What you should do:
Show every line in the records below that contains the word "leave".

Data Block Start

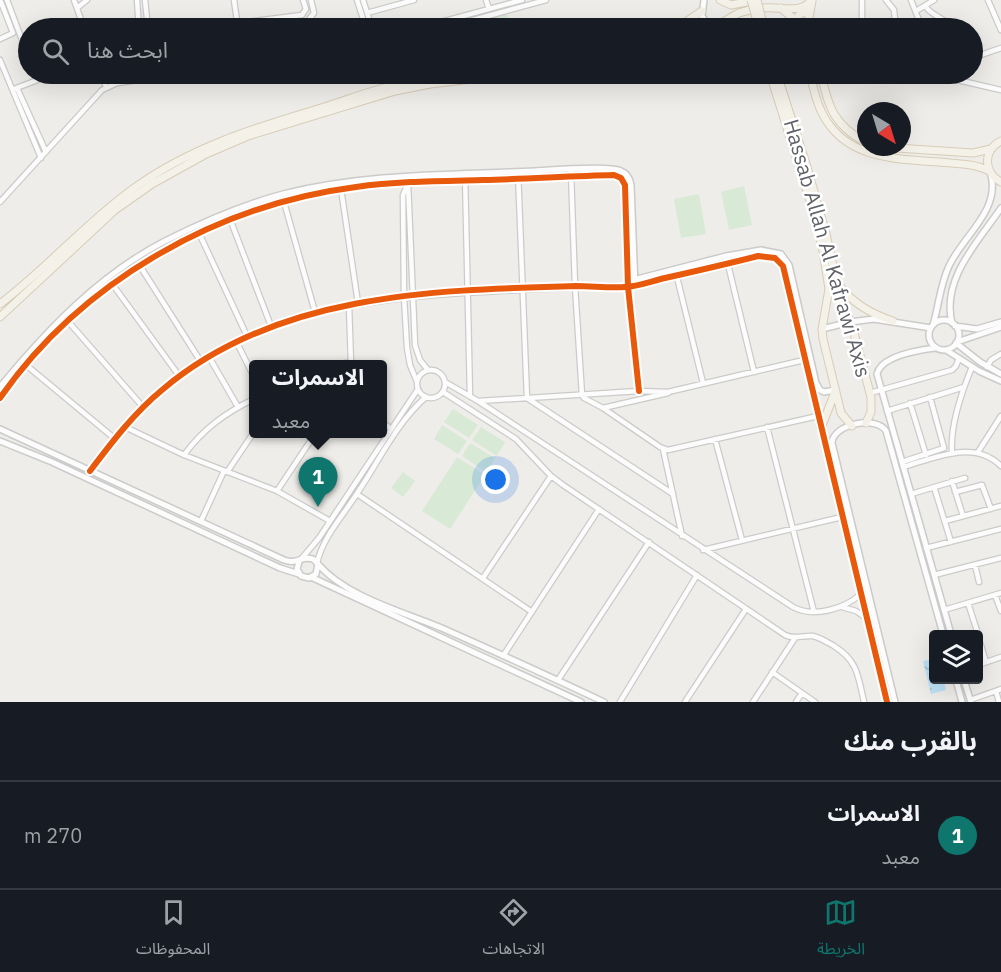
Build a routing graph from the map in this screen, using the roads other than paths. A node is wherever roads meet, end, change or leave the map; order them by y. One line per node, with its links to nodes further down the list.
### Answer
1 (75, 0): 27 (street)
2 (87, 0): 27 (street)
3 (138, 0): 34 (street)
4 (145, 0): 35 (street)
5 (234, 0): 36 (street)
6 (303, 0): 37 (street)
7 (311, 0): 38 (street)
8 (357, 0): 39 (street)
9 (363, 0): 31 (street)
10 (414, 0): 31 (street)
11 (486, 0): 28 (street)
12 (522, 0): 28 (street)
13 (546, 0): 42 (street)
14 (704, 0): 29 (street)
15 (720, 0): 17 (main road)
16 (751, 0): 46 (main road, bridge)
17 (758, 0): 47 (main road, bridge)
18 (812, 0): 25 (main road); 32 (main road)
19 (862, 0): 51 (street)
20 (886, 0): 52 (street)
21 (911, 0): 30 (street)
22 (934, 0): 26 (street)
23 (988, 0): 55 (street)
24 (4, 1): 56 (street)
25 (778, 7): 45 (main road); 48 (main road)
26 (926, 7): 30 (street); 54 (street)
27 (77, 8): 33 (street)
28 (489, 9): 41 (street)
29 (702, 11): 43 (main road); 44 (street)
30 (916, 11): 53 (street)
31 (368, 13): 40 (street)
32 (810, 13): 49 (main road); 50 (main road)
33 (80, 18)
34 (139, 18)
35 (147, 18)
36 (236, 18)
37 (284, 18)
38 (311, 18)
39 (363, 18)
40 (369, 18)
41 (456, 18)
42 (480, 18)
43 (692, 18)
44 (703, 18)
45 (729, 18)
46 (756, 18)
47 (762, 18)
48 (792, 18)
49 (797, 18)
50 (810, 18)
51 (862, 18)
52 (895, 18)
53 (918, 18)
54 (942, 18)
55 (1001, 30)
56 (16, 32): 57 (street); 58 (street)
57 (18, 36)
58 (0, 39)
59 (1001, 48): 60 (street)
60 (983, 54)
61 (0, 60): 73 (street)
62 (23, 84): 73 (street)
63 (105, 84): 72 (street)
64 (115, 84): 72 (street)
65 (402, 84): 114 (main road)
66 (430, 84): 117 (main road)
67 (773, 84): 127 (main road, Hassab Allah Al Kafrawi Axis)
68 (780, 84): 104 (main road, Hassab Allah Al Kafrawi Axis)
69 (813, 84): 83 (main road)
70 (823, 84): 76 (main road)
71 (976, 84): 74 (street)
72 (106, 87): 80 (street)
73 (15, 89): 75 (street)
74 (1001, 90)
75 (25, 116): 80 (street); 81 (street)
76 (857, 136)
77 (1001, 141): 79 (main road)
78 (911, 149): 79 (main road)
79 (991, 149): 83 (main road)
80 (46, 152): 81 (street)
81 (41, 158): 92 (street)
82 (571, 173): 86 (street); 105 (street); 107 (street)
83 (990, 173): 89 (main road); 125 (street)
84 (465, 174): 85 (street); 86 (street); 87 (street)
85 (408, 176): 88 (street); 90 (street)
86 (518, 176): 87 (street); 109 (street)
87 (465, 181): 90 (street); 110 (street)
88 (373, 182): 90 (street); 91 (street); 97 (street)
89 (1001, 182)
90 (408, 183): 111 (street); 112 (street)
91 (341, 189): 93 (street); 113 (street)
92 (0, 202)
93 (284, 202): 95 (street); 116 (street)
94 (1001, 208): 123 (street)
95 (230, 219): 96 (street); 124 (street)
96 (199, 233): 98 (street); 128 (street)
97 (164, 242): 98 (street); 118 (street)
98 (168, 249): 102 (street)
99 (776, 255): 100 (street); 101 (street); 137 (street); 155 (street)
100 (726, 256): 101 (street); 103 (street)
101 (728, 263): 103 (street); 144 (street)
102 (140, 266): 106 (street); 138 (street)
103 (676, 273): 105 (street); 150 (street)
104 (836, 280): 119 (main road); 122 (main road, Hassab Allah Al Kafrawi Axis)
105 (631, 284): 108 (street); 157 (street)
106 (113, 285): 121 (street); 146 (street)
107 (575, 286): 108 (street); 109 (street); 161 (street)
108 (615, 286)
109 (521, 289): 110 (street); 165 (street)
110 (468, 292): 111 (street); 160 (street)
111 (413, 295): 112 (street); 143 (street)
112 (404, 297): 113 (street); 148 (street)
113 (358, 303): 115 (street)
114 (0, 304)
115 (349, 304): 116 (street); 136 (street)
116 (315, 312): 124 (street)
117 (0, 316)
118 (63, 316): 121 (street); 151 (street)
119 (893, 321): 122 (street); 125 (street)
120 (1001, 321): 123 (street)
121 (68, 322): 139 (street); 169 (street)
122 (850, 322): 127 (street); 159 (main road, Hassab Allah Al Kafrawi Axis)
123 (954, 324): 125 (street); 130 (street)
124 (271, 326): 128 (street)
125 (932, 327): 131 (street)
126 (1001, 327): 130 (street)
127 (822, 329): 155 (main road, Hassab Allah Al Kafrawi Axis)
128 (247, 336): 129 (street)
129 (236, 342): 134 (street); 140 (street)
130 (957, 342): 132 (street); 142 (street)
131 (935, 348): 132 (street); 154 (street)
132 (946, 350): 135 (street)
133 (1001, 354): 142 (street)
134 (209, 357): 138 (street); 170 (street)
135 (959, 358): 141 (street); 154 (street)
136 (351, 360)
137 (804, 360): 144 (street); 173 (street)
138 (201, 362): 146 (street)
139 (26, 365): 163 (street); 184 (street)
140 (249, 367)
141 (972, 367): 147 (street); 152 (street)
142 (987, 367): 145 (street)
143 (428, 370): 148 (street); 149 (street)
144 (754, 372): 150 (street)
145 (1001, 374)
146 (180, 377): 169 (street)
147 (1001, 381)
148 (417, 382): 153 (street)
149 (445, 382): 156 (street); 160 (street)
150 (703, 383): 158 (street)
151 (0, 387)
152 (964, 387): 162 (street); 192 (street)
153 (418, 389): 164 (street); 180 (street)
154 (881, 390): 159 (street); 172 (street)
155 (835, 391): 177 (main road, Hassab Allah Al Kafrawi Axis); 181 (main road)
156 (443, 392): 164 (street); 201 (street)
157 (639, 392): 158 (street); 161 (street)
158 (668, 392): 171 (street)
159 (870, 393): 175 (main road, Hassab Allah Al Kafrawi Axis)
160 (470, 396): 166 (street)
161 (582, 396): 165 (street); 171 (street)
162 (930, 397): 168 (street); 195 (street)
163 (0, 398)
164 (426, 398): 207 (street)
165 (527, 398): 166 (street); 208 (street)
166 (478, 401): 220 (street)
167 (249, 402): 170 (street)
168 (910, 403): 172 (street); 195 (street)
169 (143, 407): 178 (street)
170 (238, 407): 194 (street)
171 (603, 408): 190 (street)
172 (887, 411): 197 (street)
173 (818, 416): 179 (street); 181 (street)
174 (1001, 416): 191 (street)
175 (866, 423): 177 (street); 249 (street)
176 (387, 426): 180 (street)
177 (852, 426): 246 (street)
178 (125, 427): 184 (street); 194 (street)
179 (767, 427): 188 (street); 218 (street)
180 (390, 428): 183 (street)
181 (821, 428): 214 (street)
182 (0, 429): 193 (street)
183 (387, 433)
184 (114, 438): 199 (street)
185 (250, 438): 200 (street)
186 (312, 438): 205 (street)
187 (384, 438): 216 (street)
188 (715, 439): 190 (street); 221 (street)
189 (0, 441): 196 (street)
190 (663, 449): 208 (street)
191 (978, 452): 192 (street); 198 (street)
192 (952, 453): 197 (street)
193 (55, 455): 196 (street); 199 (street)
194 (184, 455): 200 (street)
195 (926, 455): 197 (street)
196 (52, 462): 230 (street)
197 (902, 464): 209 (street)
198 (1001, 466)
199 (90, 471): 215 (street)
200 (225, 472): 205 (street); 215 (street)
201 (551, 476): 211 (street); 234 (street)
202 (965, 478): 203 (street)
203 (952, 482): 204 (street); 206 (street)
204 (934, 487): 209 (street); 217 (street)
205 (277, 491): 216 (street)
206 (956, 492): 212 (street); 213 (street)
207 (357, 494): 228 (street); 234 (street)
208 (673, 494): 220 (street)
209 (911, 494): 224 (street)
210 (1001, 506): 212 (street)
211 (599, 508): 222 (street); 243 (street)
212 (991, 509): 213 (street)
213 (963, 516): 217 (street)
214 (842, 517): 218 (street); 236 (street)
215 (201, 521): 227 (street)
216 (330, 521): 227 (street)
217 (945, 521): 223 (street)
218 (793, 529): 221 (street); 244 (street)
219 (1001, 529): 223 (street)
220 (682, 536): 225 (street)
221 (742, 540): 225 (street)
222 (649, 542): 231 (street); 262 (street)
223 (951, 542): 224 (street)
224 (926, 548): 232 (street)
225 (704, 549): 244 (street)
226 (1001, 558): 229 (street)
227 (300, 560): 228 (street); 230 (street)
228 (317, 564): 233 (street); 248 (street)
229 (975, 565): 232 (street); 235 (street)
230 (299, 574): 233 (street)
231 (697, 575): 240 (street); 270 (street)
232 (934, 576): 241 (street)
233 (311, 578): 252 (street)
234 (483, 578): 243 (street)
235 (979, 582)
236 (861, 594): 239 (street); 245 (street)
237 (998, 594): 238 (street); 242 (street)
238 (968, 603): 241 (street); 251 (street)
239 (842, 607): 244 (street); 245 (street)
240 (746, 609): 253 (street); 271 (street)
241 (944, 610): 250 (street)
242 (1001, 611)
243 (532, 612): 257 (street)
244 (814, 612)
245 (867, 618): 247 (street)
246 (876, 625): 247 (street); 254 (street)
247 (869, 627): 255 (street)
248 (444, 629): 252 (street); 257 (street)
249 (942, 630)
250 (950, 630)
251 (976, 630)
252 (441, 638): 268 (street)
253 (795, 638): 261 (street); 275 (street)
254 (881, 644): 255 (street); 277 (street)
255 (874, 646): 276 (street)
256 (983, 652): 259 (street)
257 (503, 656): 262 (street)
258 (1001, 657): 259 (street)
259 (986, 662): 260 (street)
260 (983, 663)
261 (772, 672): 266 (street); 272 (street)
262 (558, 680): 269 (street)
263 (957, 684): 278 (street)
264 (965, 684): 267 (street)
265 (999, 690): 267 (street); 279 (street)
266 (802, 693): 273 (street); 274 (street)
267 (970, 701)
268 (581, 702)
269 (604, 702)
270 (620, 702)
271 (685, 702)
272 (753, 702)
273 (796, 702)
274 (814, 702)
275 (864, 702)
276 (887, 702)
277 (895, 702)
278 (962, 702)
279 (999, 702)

Data Block End
Data Block Start

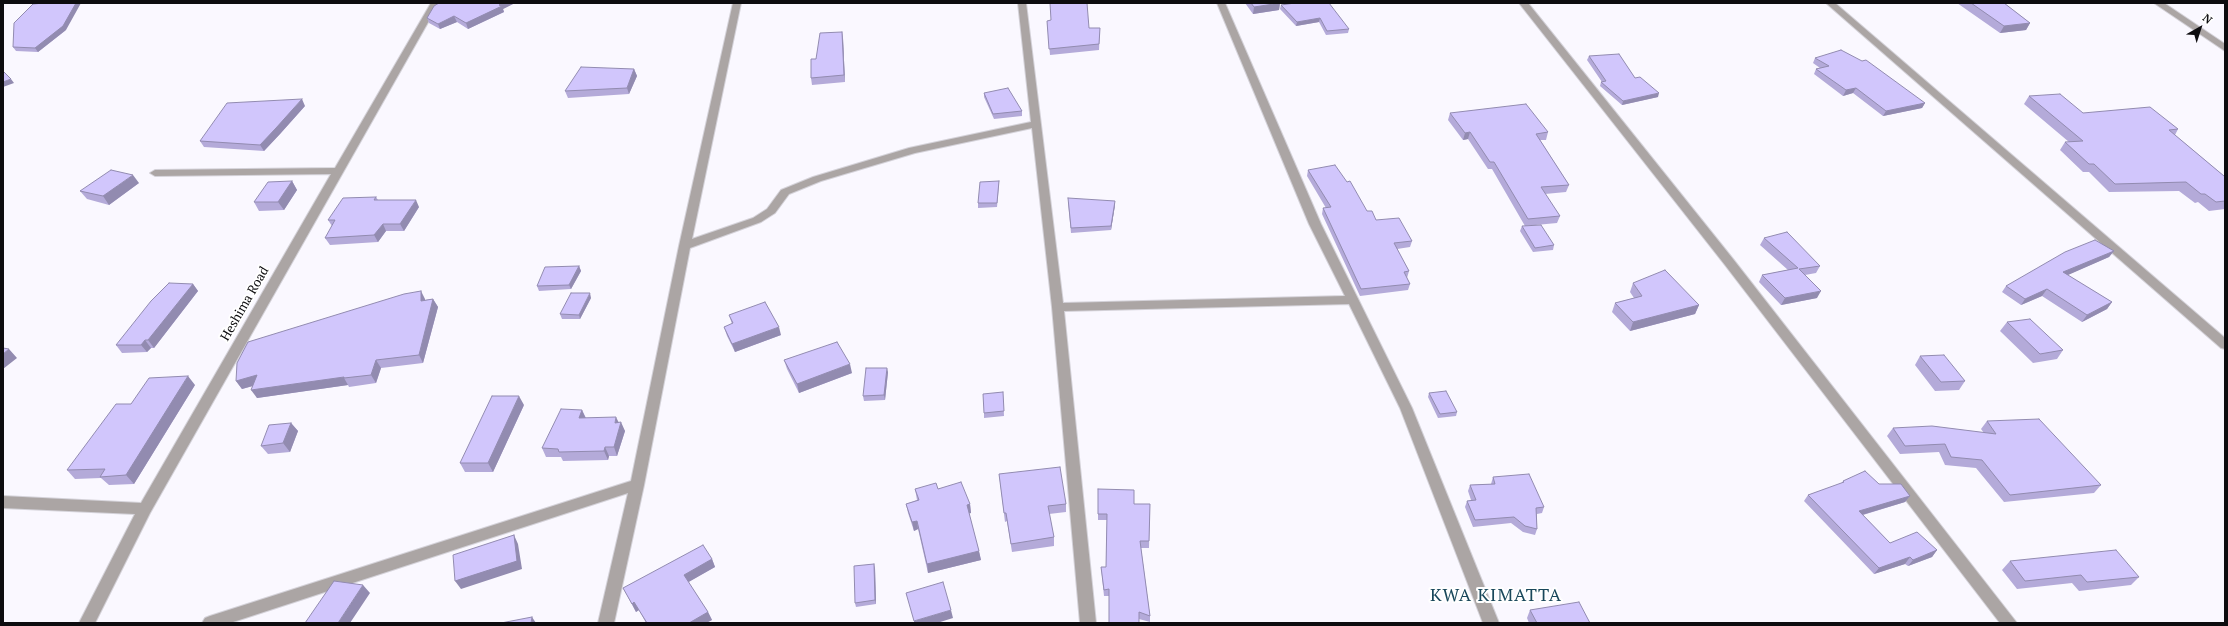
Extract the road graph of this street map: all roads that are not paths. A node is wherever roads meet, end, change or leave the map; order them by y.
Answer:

Data Block End
Data Block Start

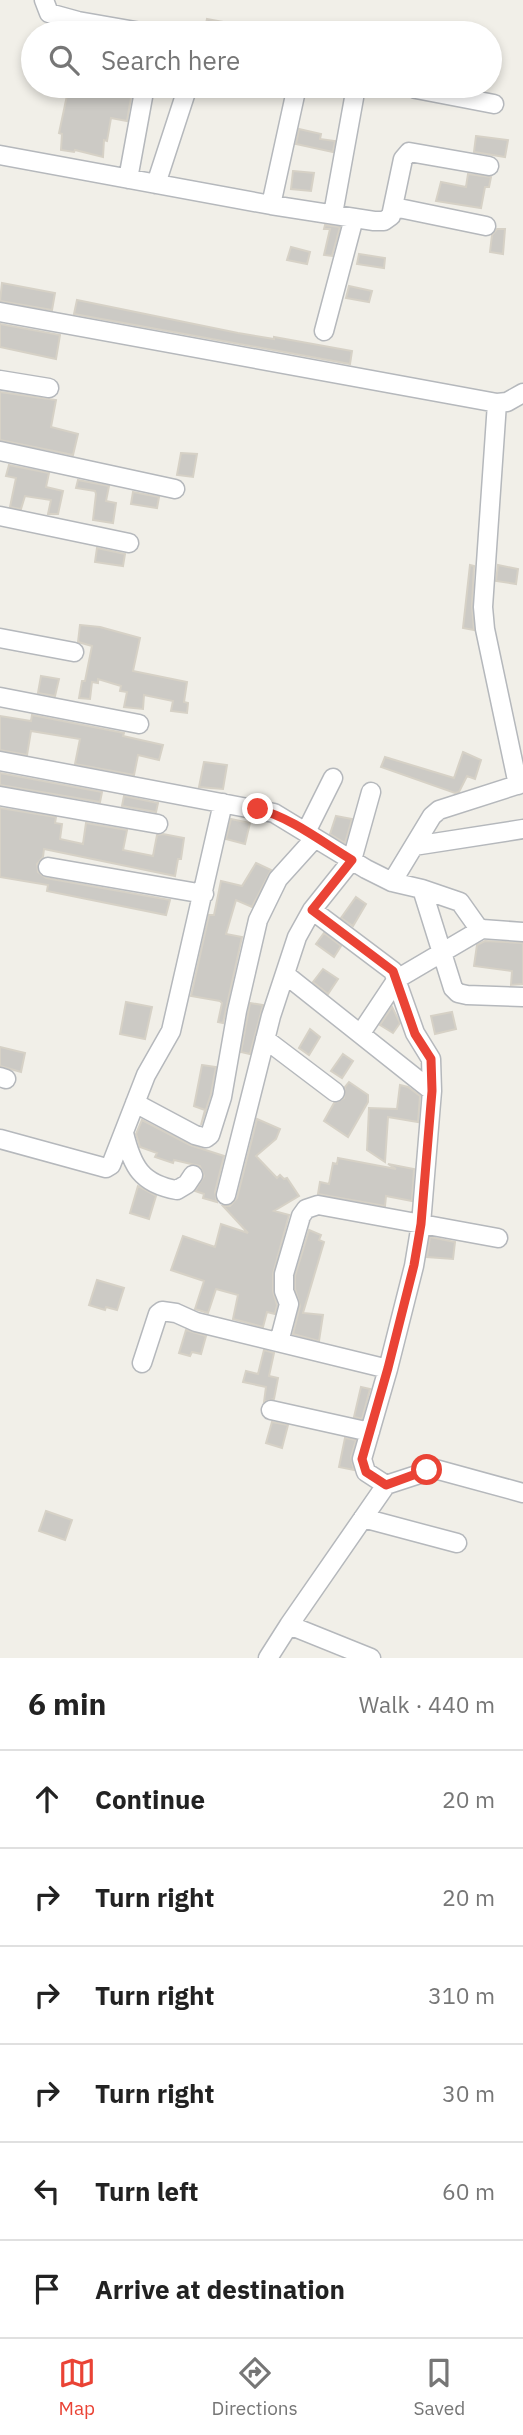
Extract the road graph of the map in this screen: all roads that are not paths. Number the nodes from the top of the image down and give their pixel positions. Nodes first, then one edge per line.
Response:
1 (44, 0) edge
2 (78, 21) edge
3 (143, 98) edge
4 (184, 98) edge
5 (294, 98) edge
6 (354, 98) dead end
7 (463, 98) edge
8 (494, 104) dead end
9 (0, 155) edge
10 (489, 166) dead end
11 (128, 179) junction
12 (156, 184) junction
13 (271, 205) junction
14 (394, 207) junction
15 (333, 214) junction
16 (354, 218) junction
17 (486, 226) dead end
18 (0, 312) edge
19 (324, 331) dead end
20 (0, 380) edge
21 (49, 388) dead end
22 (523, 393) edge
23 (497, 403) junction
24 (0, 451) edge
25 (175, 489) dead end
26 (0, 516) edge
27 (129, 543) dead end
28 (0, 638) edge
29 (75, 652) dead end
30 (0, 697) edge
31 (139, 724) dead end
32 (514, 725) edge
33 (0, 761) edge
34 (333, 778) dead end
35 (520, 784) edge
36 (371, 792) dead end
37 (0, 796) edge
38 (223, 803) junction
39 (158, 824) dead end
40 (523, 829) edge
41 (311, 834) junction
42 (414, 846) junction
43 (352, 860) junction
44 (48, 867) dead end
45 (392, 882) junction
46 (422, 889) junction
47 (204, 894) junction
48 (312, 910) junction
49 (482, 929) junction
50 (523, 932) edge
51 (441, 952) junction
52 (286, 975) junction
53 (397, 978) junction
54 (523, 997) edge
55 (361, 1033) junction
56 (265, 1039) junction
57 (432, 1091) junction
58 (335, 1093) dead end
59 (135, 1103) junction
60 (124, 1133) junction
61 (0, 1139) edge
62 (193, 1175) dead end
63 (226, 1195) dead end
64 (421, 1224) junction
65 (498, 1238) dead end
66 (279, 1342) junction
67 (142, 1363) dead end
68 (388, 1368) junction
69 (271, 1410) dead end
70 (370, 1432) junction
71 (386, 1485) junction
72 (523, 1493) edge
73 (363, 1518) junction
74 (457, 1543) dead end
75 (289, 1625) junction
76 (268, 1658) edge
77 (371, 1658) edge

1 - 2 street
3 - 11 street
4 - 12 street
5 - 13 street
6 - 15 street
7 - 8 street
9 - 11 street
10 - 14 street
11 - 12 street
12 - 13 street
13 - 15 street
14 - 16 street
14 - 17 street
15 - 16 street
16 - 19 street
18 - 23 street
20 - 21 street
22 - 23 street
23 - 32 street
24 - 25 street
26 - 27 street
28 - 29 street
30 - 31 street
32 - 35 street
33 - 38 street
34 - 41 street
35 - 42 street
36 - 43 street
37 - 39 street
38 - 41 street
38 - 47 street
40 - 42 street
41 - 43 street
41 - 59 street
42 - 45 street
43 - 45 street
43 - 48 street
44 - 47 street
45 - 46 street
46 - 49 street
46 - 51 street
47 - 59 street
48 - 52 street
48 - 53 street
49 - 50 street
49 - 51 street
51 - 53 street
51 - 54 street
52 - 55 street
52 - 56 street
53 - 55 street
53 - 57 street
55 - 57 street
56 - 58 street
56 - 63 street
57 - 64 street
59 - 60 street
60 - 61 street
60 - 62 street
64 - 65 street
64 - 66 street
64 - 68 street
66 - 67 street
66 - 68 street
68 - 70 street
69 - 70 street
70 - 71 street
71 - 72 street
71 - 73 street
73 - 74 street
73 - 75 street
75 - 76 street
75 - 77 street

Data Block End

Your response:
Build a routing graph from the map in this screen, using the roads other than paths. A node is wherever roads meet, end, change or leave the map; order them by y. One line per node, with its links to nodes further down the list.
Extract the road graph of this street map: all roads that are not paths. A node is wherever roads meet, end, change or leave the map; order them by y.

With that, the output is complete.